Absurde, amèrement risible en dépit de son caractère résolument macabre, est le processus juridique qui vient de démarrer en Israël en vue de l’institution de la peine capitale. Bien entendu, la sinistre innovation vise exclusivement les Palestiniens, même si cet odieux privilège n’est décliné que de manière indirecte.

Le projet de loi qui vient d’être approuvé en première lecture et à une confortable majorité par la Knesset n’en est pas moins d’une glaçante éloquence. Le texte rend passible du châtiment suprême toute personne qui, par haine religieuse ou raciale, se rendrait coupable d’attaques ou d’attentats meurtriers contre des Israéliens. Passible, dit-il ? Pas exactement, puisqu’en certains cas un aussi sévère verdict deviendrait obligatoire pour les tribunaux, les juges se voyant alors dénier toute faculté d’appréciation, toute latitude de commuer la peine. Il est clairement précisé en revanche qu’en aucune circonstance la loi projetée ne s’appliquerait à un Israélien qui tue un Palestinien.

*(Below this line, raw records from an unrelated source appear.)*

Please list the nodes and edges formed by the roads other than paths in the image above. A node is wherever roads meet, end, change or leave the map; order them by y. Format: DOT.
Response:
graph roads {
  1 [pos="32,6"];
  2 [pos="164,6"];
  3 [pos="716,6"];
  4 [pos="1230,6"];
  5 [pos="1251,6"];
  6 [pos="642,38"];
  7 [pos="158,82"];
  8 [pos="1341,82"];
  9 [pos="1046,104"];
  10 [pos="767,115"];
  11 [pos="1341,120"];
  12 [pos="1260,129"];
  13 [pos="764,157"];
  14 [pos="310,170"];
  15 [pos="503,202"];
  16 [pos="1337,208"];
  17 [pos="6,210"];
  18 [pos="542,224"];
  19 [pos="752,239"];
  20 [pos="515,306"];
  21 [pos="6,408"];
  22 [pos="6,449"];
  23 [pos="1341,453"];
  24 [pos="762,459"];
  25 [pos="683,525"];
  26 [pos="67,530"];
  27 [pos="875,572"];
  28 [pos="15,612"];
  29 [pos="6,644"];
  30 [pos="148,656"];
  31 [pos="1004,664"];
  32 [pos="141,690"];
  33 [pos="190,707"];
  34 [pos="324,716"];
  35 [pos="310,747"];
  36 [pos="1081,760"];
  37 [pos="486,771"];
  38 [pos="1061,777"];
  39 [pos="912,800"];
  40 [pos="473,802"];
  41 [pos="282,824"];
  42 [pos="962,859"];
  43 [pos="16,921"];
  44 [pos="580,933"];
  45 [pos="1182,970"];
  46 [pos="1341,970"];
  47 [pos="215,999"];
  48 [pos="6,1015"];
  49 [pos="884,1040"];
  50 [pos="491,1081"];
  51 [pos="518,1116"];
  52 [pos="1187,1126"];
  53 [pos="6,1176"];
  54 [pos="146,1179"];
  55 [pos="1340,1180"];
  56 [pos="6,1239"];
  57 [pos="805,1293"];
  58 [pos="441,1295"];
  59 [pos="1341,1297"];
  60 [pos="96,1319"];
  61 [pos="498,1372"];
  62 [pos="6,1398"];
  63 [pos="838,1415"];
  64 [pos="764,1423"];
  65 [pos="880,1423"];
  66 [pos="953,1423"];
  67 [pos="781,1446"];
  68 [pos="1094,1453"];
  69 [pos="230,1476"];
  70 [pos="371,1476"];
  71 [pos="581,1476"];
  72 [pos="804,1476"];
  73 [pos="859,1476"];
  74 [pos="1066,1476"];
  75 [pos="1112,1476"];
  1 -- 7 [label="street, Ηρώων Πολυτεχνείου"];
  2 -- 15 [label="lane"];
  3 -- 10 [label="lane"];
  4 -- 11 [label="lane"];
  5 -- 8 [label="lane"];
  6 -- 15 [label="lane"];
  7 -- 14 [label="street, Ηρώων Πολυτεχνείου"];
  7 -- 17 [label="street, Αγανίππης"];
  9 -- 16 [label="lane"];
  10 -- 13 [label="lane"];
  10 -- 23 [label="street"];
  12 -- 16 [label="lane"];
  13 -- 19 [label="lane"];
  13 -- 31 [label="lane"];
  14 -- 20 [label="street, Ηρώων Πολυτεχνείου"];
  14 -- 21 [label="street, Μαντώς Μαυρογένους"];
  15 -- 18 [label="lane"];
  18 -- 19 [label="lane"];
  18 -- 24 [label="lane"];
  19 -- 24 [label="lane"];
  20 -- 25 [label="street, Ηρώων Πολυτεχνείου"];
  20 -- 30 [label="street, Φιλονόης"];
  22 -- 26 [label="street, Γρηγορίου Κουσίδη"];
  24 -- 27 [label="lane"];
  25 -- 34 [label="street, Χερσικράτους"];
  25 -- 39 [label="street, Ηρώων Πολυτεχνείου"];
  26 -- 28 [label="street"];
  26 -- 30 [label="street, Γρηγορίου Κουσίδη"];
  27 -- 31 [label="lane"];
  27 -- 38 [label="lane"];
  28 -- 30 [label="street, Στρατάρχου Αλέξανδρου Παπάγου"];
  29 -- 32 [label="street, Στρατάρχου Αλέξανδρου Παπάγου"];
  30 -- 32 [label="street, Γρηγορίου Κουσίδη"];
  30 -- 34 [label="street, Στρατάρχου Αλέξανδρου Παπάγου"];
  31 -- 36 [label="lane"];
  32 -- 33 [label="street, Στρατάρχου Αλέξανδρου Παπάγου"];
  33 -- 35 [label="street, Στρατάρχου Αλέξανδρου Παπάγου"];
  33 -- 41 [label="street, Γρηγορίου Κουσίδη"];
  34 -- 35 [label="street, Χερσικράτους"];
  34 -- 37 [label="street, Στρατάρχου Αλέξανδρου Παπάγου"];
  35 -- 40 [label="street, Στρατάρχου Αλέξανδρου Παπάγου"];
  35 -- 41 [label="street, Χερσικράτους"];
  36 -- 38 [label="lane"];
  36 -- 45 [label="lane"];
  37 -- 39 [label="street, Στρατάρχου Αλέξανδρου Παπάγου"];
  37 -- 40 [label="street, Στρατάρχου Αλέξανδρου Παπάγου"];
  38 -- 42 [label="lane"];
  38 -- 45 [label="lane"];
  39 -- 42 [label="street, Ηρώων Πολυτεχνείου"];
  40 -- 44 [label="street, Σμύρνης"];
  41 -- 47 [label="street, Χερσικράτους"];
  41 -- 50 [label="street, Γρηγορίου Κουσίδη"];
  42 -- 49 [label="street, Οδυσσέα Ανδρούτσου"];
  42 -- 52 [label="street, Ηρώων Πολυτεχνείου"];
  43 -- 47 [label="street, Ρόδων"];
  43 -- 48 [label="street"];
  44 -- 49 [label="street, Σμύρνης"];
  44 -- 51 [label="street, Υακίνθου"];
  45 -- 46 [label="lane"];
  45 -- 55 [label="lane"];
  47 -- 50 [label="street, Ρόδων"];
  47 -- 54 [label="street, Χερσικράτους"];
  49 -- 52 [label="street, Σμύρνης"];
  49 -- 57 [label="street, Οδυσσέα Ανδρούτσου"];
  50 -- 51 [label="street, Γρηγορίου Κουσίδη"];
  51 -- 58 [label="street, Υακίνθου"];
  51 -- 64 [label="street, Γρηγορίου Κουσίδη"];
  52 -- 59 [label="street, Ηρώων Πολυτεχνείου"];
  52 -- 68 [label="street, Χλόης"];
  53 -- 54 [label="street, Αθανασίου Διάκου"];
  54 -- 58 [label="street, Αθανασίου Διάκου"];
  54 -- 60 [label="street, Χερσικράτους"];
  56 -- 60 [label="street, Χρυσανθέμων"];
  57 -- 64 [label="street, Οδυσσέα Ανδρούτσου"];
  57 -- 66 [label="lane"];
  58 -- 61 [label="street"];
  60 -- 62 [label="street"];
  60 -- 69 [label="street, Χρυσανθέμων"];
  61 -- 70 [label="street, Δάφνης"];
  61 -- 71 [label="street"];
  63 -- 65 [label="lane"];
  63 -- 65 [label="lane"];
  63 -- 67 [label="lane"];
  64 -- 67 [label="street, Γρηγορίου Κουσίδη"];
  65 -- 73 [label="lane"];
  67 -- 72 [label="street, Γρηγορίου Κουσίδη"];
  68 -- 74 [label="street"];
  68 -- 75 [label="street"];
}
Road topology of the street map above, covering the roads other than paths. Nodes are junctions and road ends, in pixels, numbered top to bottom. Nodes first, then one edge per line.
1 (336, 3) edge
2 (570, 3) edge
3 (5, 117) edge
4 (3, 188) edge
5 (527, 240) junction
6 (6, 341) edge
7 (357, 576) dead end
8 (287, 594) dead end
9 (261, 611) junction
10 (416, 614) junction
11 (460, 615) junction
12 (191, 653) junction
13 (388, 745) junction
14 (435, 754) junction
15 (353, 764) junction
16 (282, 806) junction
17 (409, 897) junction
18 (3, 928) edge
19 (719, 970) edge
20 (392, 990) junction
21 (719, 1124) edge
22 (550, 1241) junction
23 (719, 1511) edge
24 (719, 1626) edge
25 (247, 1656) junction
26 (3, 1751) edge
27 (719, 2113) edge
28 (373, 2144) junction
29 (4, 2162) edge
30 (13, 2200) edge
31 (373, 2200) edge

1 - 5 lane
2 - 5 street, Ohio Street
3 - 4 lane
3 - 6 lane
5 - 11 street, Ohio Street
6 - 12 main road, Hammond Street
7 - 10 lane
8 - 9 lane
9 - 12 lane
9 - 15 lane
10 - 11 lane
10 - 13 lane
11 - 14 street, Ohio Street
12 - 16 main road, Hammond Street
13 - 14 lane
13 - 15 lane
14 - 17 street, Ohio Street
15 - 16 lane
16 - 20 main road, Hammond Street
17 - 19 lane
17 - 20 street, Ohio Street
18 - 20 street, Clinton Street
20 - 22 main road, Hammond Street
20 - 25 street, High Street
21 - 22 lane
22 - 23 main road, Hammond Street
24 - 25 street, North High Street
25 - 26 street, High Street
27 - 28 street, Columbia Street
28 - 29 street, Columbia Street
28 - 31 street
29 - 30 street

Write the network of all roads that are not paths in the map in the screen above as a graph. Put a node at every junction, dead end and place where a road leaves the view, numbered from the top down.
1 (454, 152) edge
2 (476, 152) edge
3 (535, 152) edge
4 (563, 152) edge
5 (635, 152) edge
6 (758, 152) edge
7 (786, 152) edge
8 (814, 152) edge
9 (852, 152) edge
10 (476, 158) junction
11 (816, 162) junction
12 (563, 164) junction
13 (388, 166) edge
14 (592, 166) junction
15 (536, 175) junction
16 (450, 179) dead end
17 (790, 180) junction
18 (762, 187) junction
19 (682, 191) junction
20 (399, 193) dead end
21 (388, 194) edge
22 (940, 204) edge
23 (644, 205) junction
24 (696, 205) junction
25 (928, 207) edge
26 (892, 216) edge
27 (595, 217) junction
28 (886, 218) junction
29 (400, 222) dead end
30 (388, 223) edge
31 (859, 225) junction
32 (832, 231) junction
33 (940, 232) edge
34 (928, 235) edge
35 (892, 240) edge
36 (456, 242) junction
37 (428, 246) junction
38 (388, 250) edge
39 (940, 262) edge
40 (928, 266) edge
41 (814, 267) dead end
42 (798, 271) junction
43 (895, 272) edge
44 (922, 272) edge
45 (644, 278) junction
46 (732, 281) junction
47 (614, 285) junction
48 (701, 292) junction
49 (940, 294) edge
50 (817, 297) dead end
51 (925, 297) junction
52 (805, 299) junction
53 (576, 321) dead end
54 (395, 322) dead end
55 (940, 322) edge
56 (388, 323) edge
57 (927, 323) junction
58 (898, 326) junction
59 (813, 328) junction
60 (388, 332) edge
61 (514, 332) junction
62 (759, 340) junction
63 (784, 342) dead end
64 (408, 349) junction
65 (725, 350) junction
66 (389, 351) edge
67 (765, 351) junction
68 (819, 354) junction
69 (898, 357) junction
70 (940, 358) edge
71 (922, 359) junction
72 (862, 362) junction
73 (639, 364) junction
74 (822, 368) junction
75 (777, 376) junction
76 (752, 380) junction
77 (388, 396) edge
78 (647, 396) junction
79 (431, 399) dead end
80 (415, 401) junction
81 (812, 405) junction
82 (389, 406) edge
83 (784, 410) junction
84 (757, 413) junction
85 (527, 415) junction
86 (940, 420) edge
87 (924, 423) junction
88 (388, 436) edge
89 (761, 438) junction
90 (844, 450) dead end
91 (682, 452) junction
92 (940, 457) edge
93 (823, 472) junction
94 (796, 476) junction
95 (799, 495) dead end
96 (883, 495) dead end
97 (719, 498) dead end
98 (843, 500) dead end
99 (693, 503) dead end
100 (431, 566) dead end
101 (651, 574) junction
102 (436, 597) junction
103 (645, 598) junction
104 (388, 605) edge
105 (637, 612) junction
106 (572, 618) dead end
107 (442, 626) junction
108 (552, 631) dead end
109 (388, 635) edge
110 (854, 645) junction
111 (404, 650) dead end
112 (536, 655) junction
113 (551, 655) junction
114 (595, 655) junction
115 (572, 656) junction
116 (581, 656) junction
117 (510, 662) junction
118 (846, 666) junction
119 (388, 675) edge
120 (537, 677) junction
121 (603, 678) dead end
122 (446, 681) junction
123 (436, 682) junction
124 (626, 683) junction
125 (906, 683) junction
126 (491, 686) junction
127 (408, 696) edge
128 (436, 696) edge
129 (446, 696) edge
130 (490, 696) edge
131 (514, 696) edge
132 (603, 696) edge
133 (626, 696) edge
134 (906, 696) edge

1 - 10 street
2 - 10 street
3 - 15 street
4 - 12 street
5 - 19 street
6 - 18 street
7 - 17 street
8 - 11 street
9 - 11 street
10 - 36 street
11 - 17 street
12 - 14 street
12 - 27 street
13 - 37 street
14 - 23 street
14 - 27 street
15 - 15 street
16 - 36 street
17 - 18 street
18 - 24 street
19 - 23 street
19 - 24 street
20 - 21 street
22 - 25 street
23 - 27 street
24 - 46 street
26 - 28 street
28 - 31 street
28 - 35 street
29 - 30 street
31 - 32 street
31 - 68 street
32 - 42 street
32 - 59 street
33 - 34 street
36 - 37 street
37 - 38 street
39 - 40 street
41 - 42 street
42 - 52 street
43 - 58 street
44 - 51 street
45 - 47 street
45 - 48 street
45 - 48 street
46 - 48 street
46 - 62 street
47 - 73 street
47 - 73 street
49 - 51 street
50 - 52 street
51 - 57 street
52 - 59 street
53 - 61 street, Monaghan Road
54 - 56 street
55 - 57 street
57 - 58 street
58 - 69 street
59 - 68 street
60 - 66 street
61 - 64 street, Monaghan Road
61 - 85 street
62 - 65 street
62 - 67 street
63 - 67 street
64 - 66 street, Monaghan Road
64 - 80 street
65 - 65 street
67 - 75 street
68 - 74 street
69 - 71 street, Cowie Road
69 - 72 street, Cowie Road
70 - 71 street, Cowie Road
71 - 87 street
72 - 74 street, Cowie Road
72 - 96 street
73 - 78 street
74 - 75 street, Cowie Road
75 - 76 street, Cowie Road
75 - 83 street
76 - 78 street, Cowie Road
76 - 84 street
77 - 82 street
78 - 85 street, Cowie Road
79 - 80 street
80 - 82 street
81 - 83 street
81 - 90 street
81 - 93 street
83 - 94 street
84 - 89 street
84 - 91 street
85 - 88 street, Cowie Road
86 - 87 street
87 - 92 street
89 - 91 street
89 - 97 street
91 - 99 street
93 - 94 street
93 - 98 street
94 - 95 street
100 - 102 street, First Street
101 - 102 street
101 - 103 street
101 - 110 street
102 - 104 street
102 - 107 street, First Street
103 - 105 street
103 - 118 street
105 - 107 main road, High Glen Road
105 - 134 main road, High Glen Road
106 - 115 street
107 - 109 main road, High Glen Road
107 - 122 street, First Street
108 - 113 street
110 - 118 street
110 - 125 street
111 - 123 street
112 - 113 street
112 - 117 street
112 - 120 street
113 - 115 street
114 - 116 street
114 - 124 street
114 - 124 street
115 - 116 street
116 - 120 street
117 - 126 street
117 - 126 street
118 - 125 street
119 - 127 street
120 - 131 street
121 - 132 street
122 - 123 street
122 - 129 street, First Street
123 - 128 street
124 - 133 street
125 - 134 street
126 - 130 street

Les élus israéliens en viennent ainsi à nier que tout assassinat, quel qu’en soit l’auteur, représente un affront aux règles célestes aussi bien qu’humaines. Ils font table rase des statistiques prouvant que la peine de mort n’a que très rarement conduit à une baisse effective de la criminalité. Ils refusent de constater que la violence suscite inévitablement la violence. Ils oublient que les tortures, passages à tabac et autres traitements indignes infligés aux prisonniers palestiniens à longueur de décennies peuvent finir par faire passer pour bagatelle une exécution. Ils accentuent l’isolement diplomatique d’Israël et nourrissent la résurgence de l’antisémitisme dans le monde. Ils nourrissent comme à plaisir les accusations d’apartheid et de génocide qui pleuvent abondamment sur cet État et nourrissent stupidement eux-mêmes la résurgence de l’antisémitisme dans le monde. Du haut de leur statut parlementaire ils sapent les derniers ornements en stuc d’une démocratie israélienne qui se s’accommode fort bien de la discrimination entre citoyens de première et deuxième zones.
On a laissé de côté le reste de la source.